Version: (using KDE 3.5.9) Installed from: Mandriva RPMs OS: Linux I noticed that sftp URLs in KDE were working to some machines in our environment, but not others. I noticed that the difference between the machines where sftp URLs worked and those that didn't was that the machines which had our new security policies applied did not work. One of the changes effected by the security policy is to mandate a "Banner", configured as "Banner /path/to/banner" in sshd_config. This results in motd-like text being sent to stderr when connecting to a server via ssh. On one machine which I could not use sftp URLs to, I disabled the Banner configuration and restarted sshd, and immediately afterwards, sftp URLs to it worked. One possible fix may be to ignore any text sent to stderr by the process used to initiate the sftp connection?
BTW, same behaviour on KDE 4.1rc1(?) (kdebase4-4.0.98-2mdv2009.0)
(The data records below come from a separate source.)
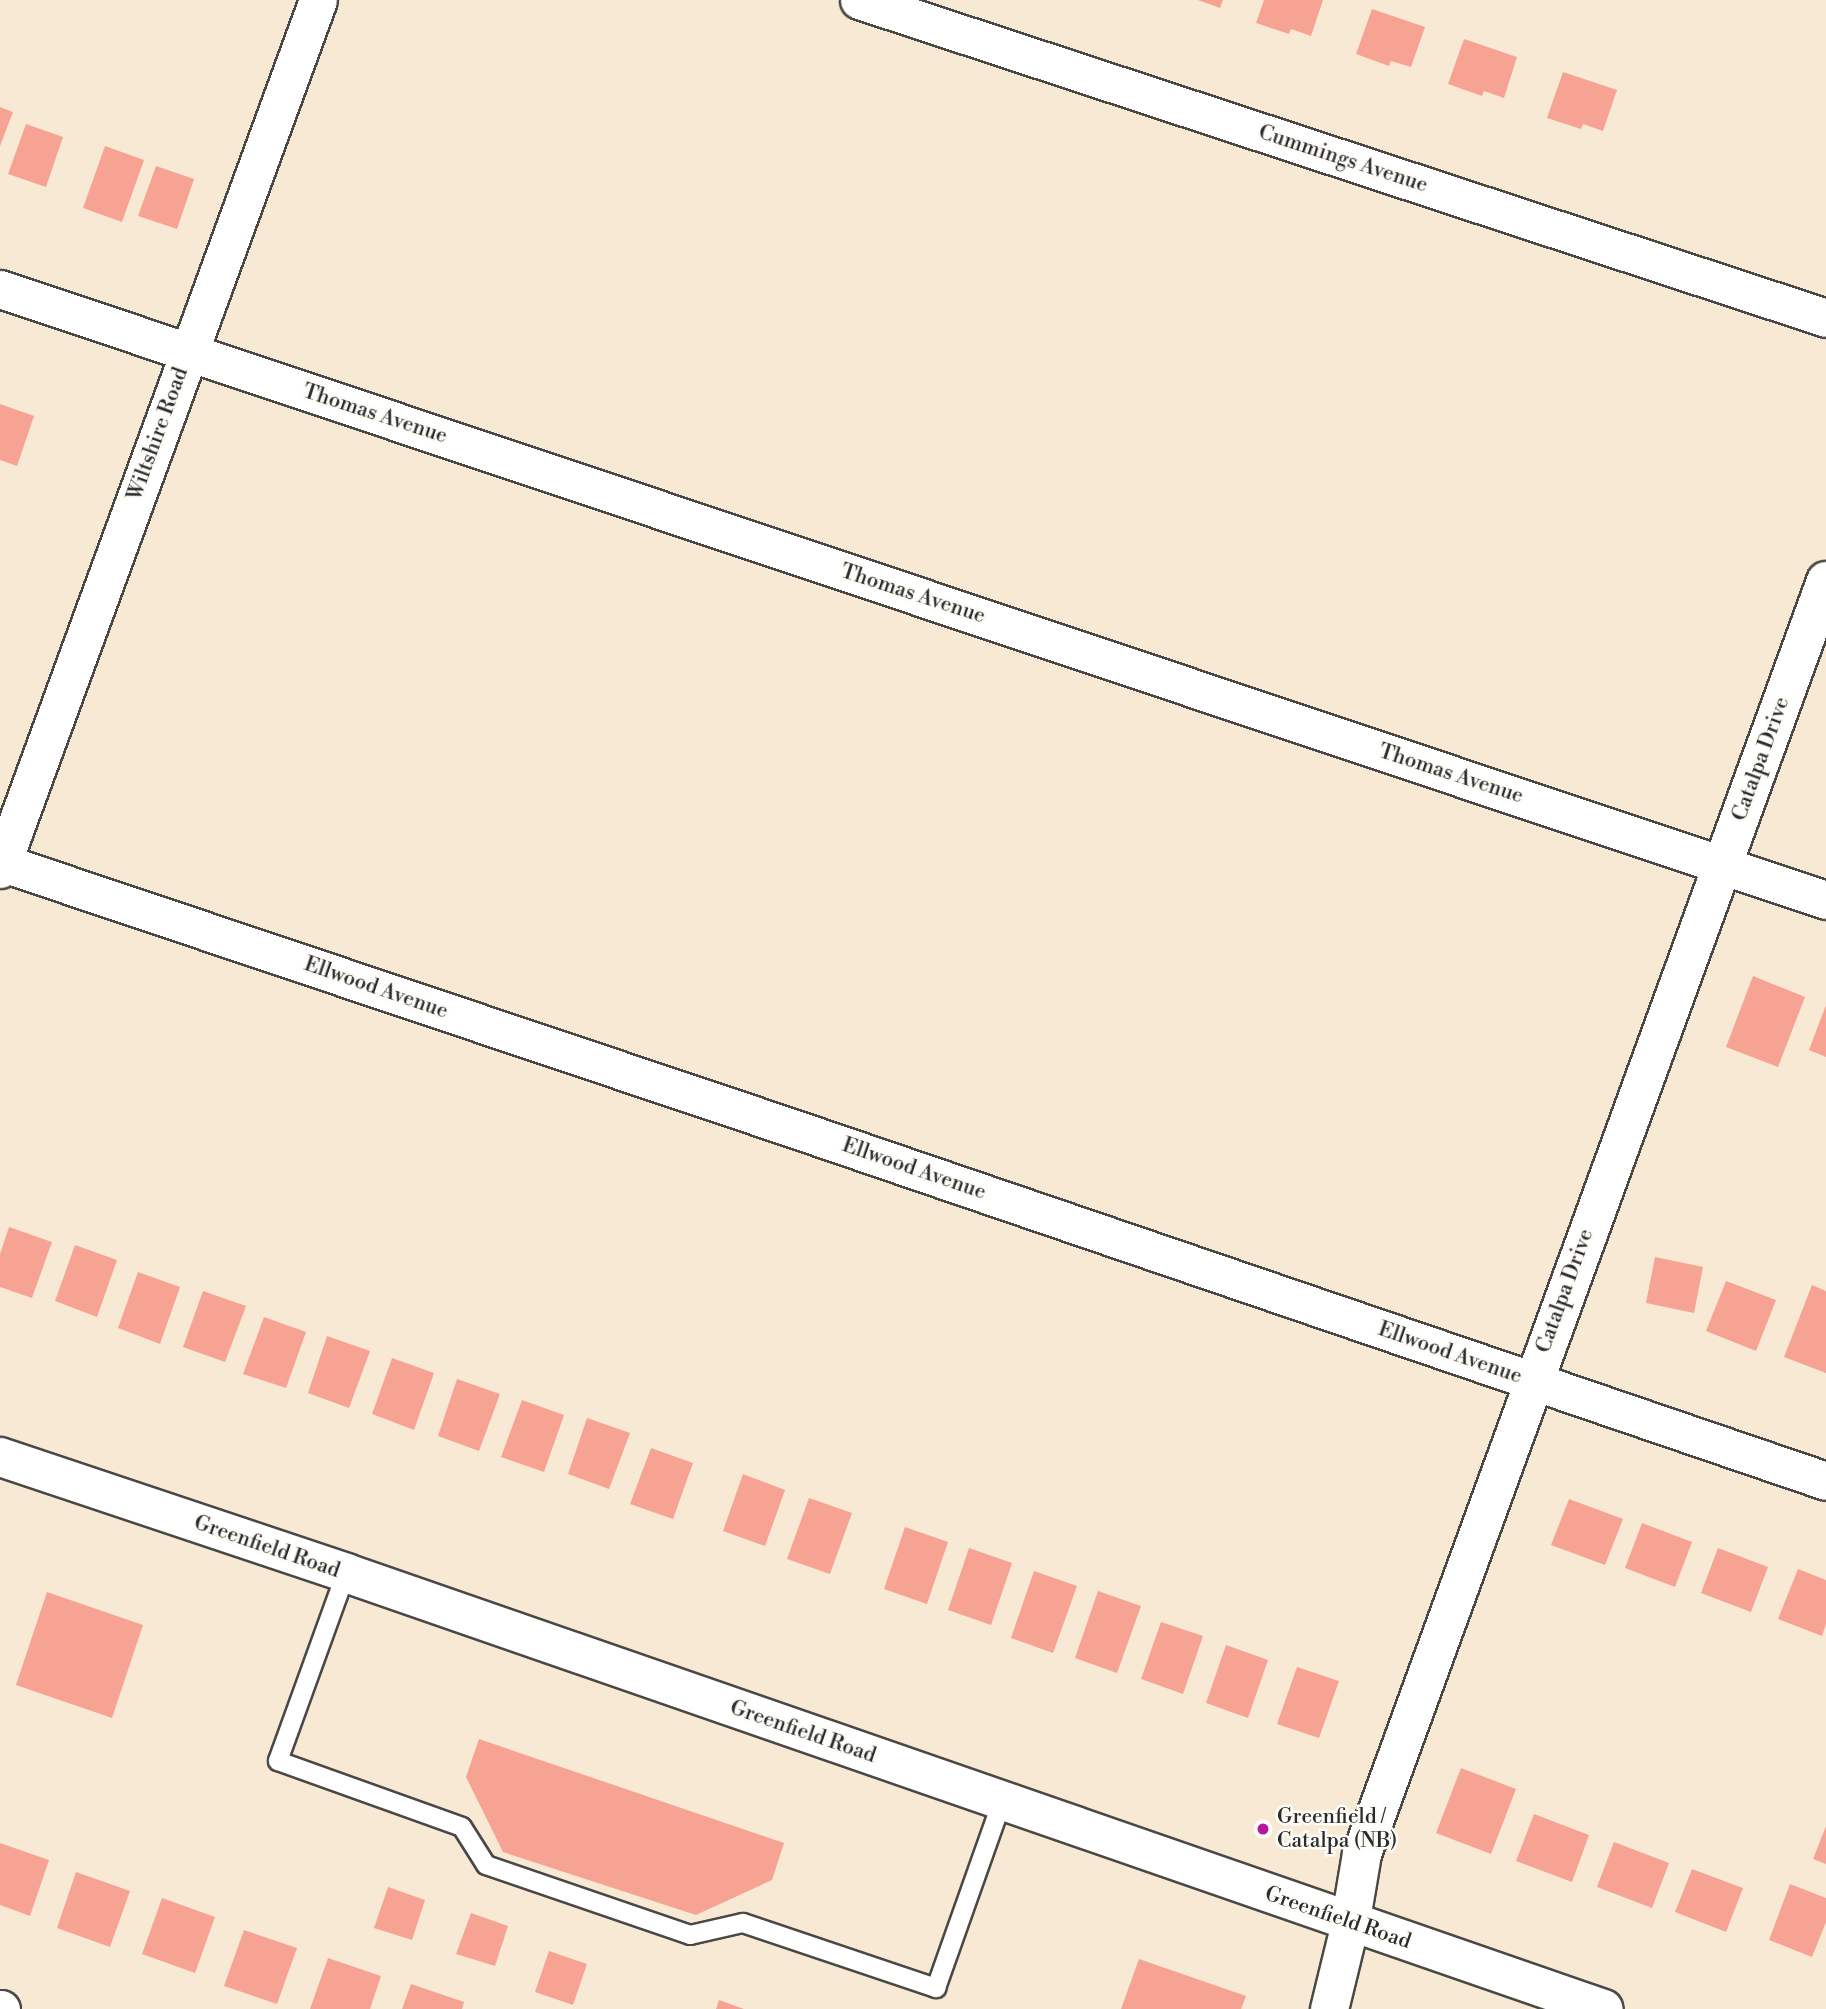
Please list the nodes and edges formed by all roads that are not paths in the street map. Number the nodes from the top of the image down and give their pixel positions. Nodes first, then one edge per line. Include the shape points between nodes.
1 (318, 0) edge
2 (859, 0) edge
3 (0, 289) edge
4 (1826, 318) edge
5 (188, 352) junction
6 (1826, 581) edge
7 (1, 865) edge
8 (1722, 865) junction
9 (1826, 900) edge
10 (1533, 1380) junction
11 (0, 1457) edge
12 (1826, 1481) edge
13 (346, 1573) junction
14 (1002, 1802) junction
15 (1351, 1919) junction
16 (1329, 2009) edge
17 (1604, 2009) edge

1 - 5 street, Wiltshire Road
2 - 4 street, Cummings Avenue
3 - 5 street, Thomas Avenue
5 - 7 street, Wiltshire Road
5 - 8 street, Thomas Avenue
6 - 8 main road, Catalpa Drive
7 - 10 street, Ellwood Avenue
8 - 9 street, Thomas Avenue
8 - 10 main road, Catalpa Drive
10 - 12 street, Ellwood Avenue
10 - 15 main road, Catalpa Drive via 1362,1854
11 - 13 main road, Greenfield Road
13 - 14 main road, Greenfield Road
13 - 14 lane via 278,1762 462,1827 486,1866 690,1935 743,1923 936,1988
14 - 15 main road, Greenfield Road
15 - 16 street, Catalpa Drive
15 - 17 main road, Greenfield Road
Sorry for the late response to your report... How long are these banners ? I cannot reproduce it, but I tested with a 3 line banner only.
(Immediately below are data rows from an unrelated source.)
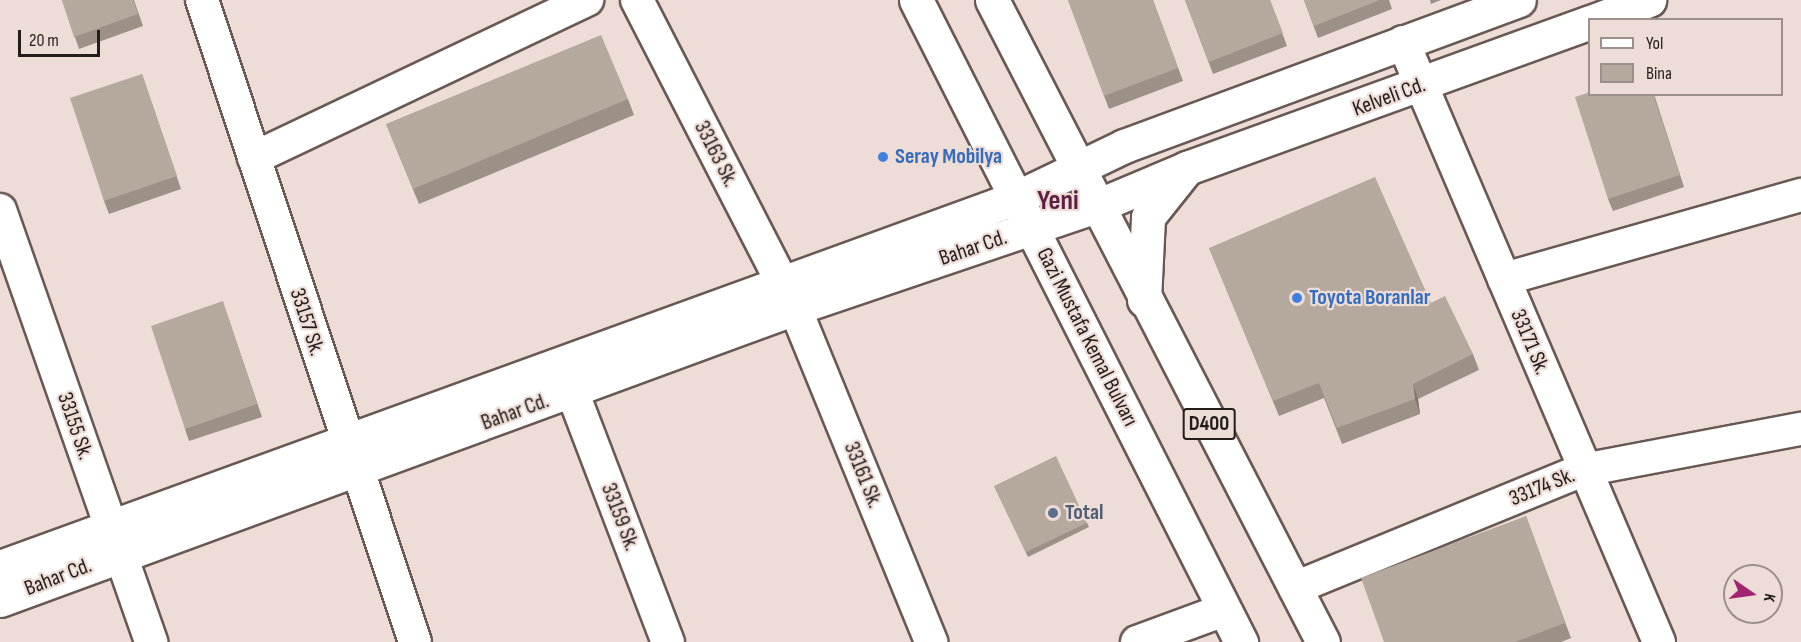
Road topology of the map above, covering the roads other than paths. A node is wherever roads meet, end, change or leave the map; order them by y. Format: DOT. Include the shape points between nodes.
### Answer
graph roads {
  1 [pos="202,0"];
  2 [pos="587,0"];
  3 [pos="637,0"];
  4 [pos="916,0"];
  5 [pos="992,0"];
  6 [pos="1519,0"];
  7 [pos="1648,0"];
  8 [pos="1601,18"];
  9 [pos="1588,23"];
  10 [pos="1403,42"];
  11 [pos="1422,85"];
  12 [pos="1124,146"];
  13 [pos="254,159"];
  14 [pos="1079,168"];
  15 [pos="1187,168"];
  16 [pos="1147,186"];
  17 [pos="1801,195"];
  18 [pos="1016,198"];
  19 [pos="1097,206"];
  20 [pos="0,210"];
  21 [pos="1032,229"];
  22 [pos="1504,279"];
  23 [pos="789,295"];
  24 [pos="1144,300"];
  25 [pos="572,391"];
  26 [pos="1801,429"];
  27 [pos="350,455"];
  28 [pos="1583,470"];
  29 [pos="115,540"];
  30 [pos="0,567"];
  31 [pos="1295,588"];
  32 [pos="0,600"];
  33 [pos="1224,610"];
  34 [pos="152,642"];
  35 [pos="415,642"];
  36 [pos="668,642"];
  37 [pos="931,642"];
  38 [pos="1137,642"];
  39 [pos="1240,642"];
  40 [pos="1323,642"];
  41 [pos="1659,642"];
  1 -- 13 [label="street, 33157 Sk."];
  2 -- 13 [label="street"];
  3 -- 23 [label="street, 33163 Sk."];
  4 -- 18 [label="main road, Gazi Mustafa Kemal Bulvarı"];
  5 -- 14 [label="main road, D400"];
  6 -- 10 [label="main road, Kelveli Cd."];
  7 -- 8 [label="main road"];
  9 -- 11 [label="main road, Kelveli Cd."];
  10 -- 11 [label="street, 33171 Sk."];
  10 -- 12 [label="main road, Kelveli Cd."];
  11 -- 15 [label="main road, Kelveli Cd."];
  11 -- 22 [label="street, 33171 Sk."];
  12 -- 14 [label="main road, Kelveli Cd."];
  12 -- 16 [label="main road"];
  13 -- 27 [label="street, 33157 Sk."];
  14 -- 18 [label="main road, Kelveli Cd."];
  14 -- 19 [label="main road, D400"];
  15 -- 16 [label="main road, Kelveli Cd."];
  15 -- 24 [label="main road" via="1148,217"];
  16 -- 19 [label="main road, Kelveli Cd."];
  17 -- 22 [label="street"];
  18 -- 21 [label="main road, Gazi Mustafa Kemal Bulvarı"];
  18 -- 23 [label="main road, Bahar Cd."];
  19 -- 21 [label="main road, Kelveli Cd."];
  19 -- 24 [label="main road, D400"];
  20 -- 29 [label="street, 33155 Sk."];
  21 -- 23 [label="main road, Bahar Cd."];
  21 -- 33 [label="main road, Gazi Mustafa Kemal Bulvarı"];
  22 -- 28 [label="street, 33171 Sk."];
  23 -- 25 [label="main road, Bahar Cd."];
  23 -- 27 [label="main road, Bahar Cd."];
  23 -- 37 [label="street, 33161 Sk."];
  24 -- 31 [label="main road, D400"];
  25 -- 27 [label="main road, Bahar Cd."];
  25 -- 36 [label="street, 33159 Sk."];
  26 -- 28 [label="street, 33174 Sk."];
  27 -- 29 [label="main road, Bahar Cd."];
  27 -- 35 [label="street, 33157 Sk."];
  28 -- 31 [label="street, 33174 Sk."];
  28 -- 41 [label="street, 33171 Sk."];
  29 -- 30 [label="main road, Bahar Cd."];
  29 -- 32 [label="main road, Bahar Cd."];
  29 -- 34 [label="street, 33155 Sk."];
  31 -- 40 [label="main road, D400"];
  33 -- 38 [label="street"];
  33 -- 39 [label="main road, Gazi Mustafa Kemal Bulvarı"];
}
I now tested with a larger banner message. I also deliberately added words like login: and password: to see if I can duplicate the issue, but I cannot. The ssh version I tested with $ ssh -V OpenSSH_5.1p1 Debian-3ubuntu1, OpenSSL 0.9.8g 19 Oct 2007
This is the banner (it includes the 2 lines of asterisks): *************************************************************************** NOTICE TO USERS This computer system is the private property of Our Company - security@ourcompany.com, whether individual, corporate or government. It is for authorized use only. Users (authorized or unauthorized) have no explicit or implicit expectation of privacy. Any or all uses of this system and all files on this system may be intercepted, monitored, recorded, copied, audited, inspected, and disclosed to your employer, to authorized site, government, and law enforcement personnel, as well as authorized officials of government agencies, both domestic and foreign. By using this system, the user consents to such interception, monitoring, recording, copying, auditing, inspection, and disclosure at the discretion of such personnel or officials. Unauthorized or improper use of this system may result in civil and criminal penalties and administrative or disciplinary action, as appropriate. By continuing to use this system you indicate your awareness of and consent to these terms and conditions of use. LOG OFF IMMEDIATELY if you do not agree to the conditions stated in this warning. **************************************************************************** I have tested with: $ ssh -V OpenSSH_5.1p1, OpenSSL 0.9.8h 28 May 2008 (Mandriva 2009.0 x86_64, KDE 4.1.3) and $ ssh -V OpenSSH_4.3p2, OpenSSL 0.9.8b 04 May 2006 (Red Hat Enterprise Linux 5.3, x86_64, KDE 3.5.4)
kio_sftp has been rewritten using libssh and as such should no longer have this problem. Feel free to reopen if that is not the case.